Bio-diesel driving hippies have been loving the free french fry oil for fueling up their buses, but now they may find restaurant owners less likely to part with all that old grease. A new company called Owl Power has invented an inexpensive cogeneration system that converts waste oil into both electricity and hot water, saving up to 25% on utility costs.
Most restaurants operate on a pretty small margin and often utilities are a business' #1 cost. In addition, a restaurant often has to pay to have its waste oil hauled off (unless they can find a biodiesel buyer). James Peret, found and CEO of Owl Power, devised a way to kill two birds with one stone, while helping reduce the amount of fossil fuels that a restaurant typically requires.
The unit called the 'Vegawatt' is about the size of a commercial refrigerator and is installed outside the building. Waste oil is deposited, filtered and refined through a patent-pending four-step process, producing refined diesel fuel. The fuel, unlike biodiesel which is made using caustic chemicals, is then combusted in a diesel engine, creating both electricity and a hot water supply that feeds directly into the existing hot water heater. The basic 5 kilowatt unit sells for about $22,000 and for a typical restaurant (with 3-5 fryers) will pay for itself in less than three years.
After that, it can supply an estimated 10-25% of a typical restaurant's utility bill. There are 1.2 million restaurants in the US using an estimated 3 billion gallons of vegetable oil per year. That is a whole lot of stored energy, most of it unused. The Vegawatt allows that latent energy to be harnessed, helping restaurants reduce cost while keeping CO2 out of the air.

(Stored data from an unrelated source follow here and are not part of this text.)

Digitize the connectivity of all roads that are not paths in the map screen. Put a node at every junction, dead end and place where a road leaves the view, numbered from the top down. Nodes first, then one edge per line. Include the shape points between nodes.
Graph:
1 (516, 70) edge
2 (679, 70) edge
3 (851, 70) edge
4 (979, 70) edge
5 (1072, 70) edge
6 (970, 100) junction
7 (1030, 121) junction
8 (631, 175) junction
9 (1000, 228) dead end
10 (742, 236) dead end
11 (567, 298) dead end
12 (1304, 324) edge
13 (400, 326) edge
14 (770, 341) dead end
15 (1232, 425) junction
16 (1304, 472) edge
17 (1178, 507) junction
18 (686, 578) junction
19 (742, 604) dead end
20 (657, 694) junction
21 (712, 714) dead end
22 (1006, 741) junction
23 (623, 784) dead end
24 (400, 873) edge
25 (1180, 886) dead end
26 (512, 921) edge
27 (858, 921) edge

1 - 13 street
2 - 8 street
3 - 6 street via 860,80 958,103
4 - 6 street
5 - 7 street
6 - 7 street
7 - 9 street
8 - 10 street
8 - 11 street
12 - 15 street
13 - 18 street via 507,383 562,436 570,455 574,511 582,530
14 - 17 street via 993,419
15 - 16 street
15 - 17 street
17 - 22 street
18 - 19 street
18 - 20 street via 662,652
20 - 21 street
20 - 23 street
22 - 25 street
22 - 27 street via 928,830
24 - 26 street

The Vegawatt fuel is considered "carbon neutral." It produces just a little less CO2 than natural gas (about 640 grams of CO2 per kWh) but since the fuel comes from crops which absorb CO2 during their growing season, it is considered a net zero emitter by the EPA (PDF). It also burns super clean, adhering to the EPA's highest Tier 4 emission standards, which means less air pollutants like NOx and sulfer dioxide.
The very first system was just installed at a fish fry restaurant in Dedham, Massachusetts.